By Faridul Anwar Farinordin
For the crew of the mini-series ‘Spartacus’, translating an epic story into a small-screen version proved to be a challenge of sorts. FARIDUL ANWAR FARINORDIN writes.
MOST of us know the story of Spartacus – at least the film version told in the 1960s big-screen epic adaptation directed by Stanley Kubrick and starring Kirk Douglas.
Based on a book by Howard Fast, the sword-and-sandal epic tells the story of a slave who turns into a rebel leader and causes problems for the Roman Empire. It’s a tale of justice, courage and freedom and therefore, is worth re-telling for the contemporary audience.
True enough, another version of the story was released in the United States recently.
Made for TV by the USA Network Original (who also gave similar themed mini-series including ‘Helen of Troy’ and great programmes ‘4400’ and ‘Monk’), the two-part mini-series will be aired tonight (10 pm) over Star Movies (Astro Channel 42).
Directed by Robert Dornhelm, the teleplay is written by Pulitzer Prize-winning writer Robert Schenkkan based on the same novel by Fast.

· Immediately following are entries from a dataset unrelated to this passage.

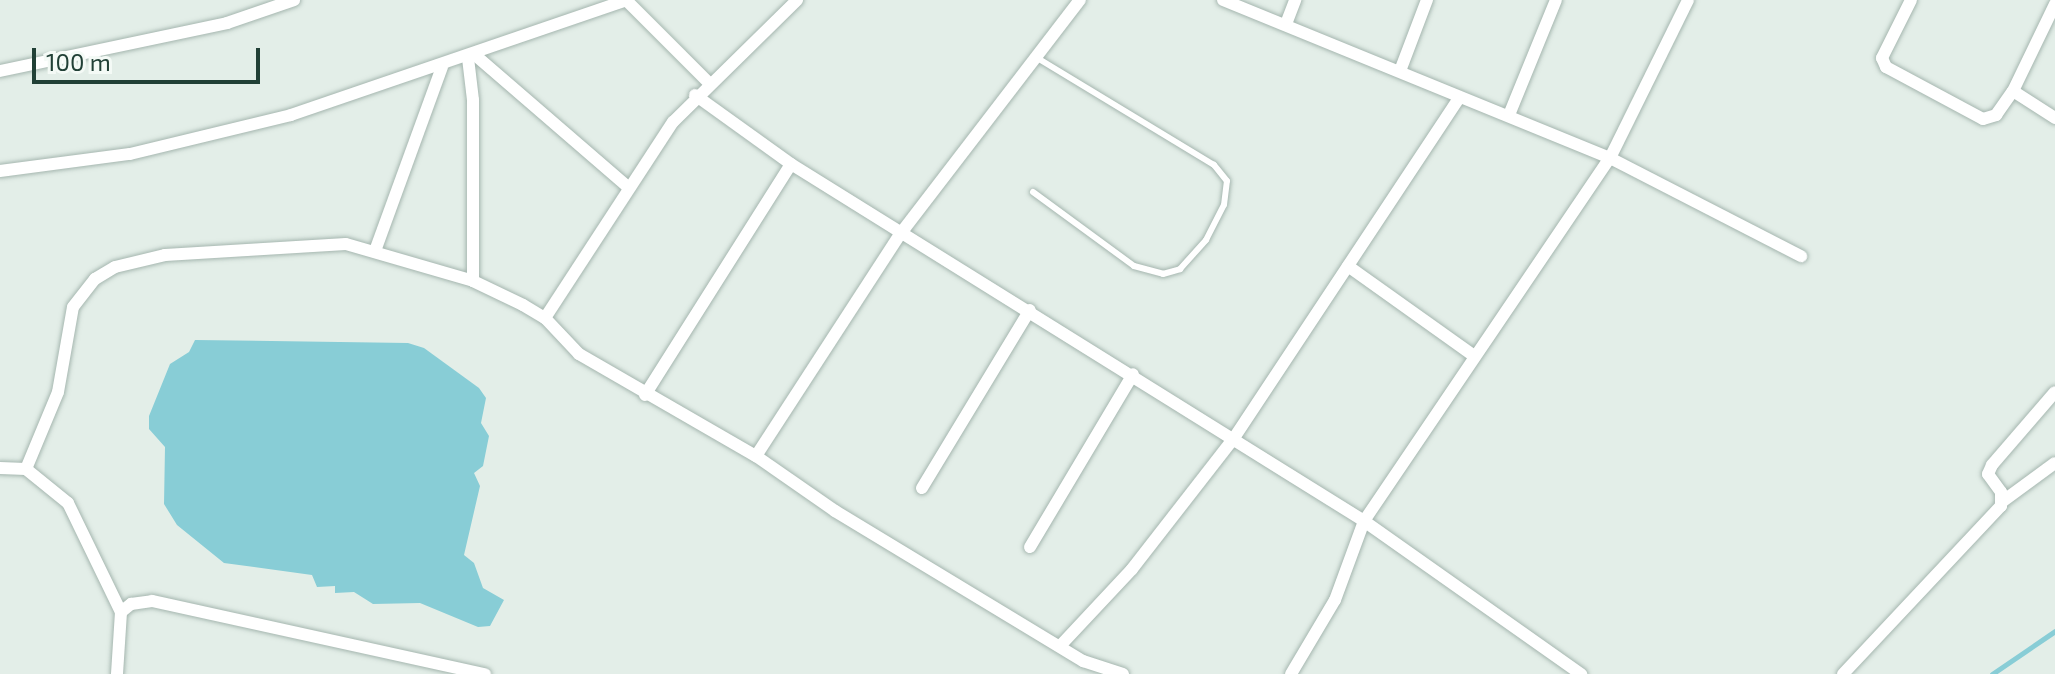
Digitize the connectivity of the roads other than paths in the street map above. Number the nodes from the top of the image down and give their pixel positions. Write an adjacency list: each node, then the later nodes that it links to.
1 (294, 0): 16 (street)
2 (626, 0): 13 (street); 18 (street)
3 (797, 0): 18 (street)
4 (1080, 0): 14 (street)
5 (1223, 0): 12 (street)
6 (1295, 0): 12 (street)
7 (1427, 0): 17 (street)
8 (1556, 0): 22 (street)
9 (1688, 0): 24 (street)
10 (1911, 0): 19 (street)
11 (2055, 4): 19 (street)
12 (1286, 24): 17 (street)
13 (472, 56): 15 (street); 27 (street); 33 (street)
14 (1036, 57): 28 (lane); 29 (street)
15 (442, 67): 26 (street); 30 (street)
16 (0, 71)
17 (1400, 71): 21 (street)
18 (709, 83): 20 (street)
19 (2013, 91): 23 (street)
20 (695, 95): 25 (street); 27 (street)
21 (1458, 99): 22 (street); 32 (street)
22 (1509, 115): 24 (street)
23 (2055, 118)
24 (1610, 158): 31 (street); 36 (street)
25 (791, 164): 29 (street); 39 (street)
26 (0, 171)
27 (628, 187): 35 (street)
28 (1033, 192)
29 (901, 233): 34 (street); 41 (street)
30 (375, 251): 33 (street); 44 (street)
31 (1801, 256)
32 (1348, 266): 36 (street); 40 (street)
33 (473, 281): 35 (street)
34 (1030, 310): 37 (street); 45 (street)
35 (545, 318): 39 (street)
36 (1474, 356): 47 (street)
37 (1133, 374): 40 (street); 48 (street)
38 (2055, 392): 46 (street)
39 (645, 395): 41 (street)
40 (1234, 438): 47 (street); 50 (street)
41 (756, 456): 50 (street)
42 (2055, 463): 46 (street)
43 (0, 468): 44 (street)
44 (26, 469): 49 (street)
45 (922, 488)
46 (2003, 501): 56 (street)
47 (1364, 521): 54 (street); 55 (street)
48 (1030, 547)
49 (121, 612): 51 (street); 52 (street)
50 (1060, 646): 53 (street)
51 (117, 674)
52 (485, 674)
53 (1123, 674)
54 (1291, 674)
55 (1581, 674)
56 (1843, 674)

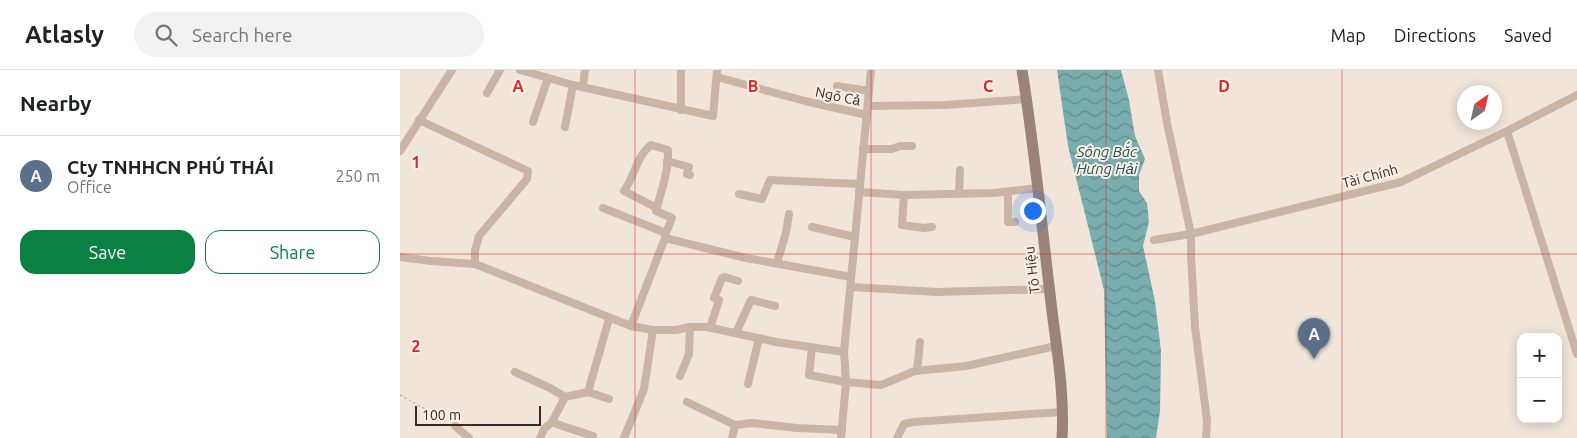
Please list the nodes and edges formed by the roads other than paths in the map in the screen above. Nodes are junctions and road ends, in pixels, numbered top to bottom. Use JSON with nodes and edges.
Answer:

The mini-series stars Goran Visjnic (the Croatian-born hunk, last seen in ‘Elektra’), Alan Bates, Angus Macfadyen, Rhona Mitra, Ian McNeice, James Frain, Henry Simmons, Ross Kemp and Ben Cross.
“I love history. With Spartacus, the story is timeless. It continues to affect us on so many different levels,” said the show’s executive producer Adam Shapiro on his decision to revisit the story.
Also the senior vice-president of programming at USA Network, he said the mini-series looks at the story from a different perspective. “We wanted to do something different than the (1960) movie. We have to understand that the writer (Fast) was in jail when he penned the story. There are powerful themes in there that we feel need to be addressed.
“We didn’t want to do a remake. In the mini-series, you will not see some of the scenes that were in the movie. We also have a different ending,” he said.
Shot in Bulgaria, its production crew of 32,000 people included natives of 14 countries including Slovakia, Britain, Hungary, Italy, Austria, Bulgaria, Lithuania, Denmark, Germany, Malta, Morocco, Croatia, Spain and the United States.
“Dornhelm speaks eight languages so he pulled off the task of putting the series together commendably. For me, it was interesting to see people from different cultures working together in the making of this movie. It mirrored what happened in the story – Spartacus led slaves from different parts of the world into freedom.”
Shapiro, a graduate from New York University with a degree in marketing and film/TV, said the main challenge in translating an epic story into a small- screen version was in the technical filming aspect.
“We have a lot of battle scenes and gladiator combat that would look good on wide-screen format for movies, but not for TV. So we avoided sweeping wide shots. Instead, we focused on emotions, which means a lot of close-up shots for the small screen.”
The epic was shot in 65 days. “There was an enormous amount of planning due to the sheer number of people involved, mainly in logistical and co-ordinating aspects – they gave me nightmares which I compared to going to a battle!”
Although comparison with the 1960s movie version is inevitable, Shapiro was not worried. “A lot of people preferred our (mini-series) version of ‘Helen of Troy’ when it was released, compared to the big-budgeted film version, ‘Troy’.
“With ‘Spartacus’, some of the scenes in the classic film look so outdated, even silly at parts. With the latest filmmaking technology for TV, we can now give better treatment to the story and do a better job as compared to a 1960s motion picture.”
At last year’s 2004 Emmy Awards, the mini-series was nominated for Outstanding Sound Editing For A Miniseries, Movie Or A Special.
‘Spartacus’ was the last movie for the renowned English-born actor Bates (as Roman senator ‘Agrippa’), who died in December last year at the age of 69 due to liver cancer. He never got to see the finished product, as the mini-series only premiered in the US in April.
“He was actually in severe pain at the time of the shooting, but he never complained. He always pushed himself and his performances were magical to watch. It was a pleasure to have him in the movie,” Shapiro reminisced.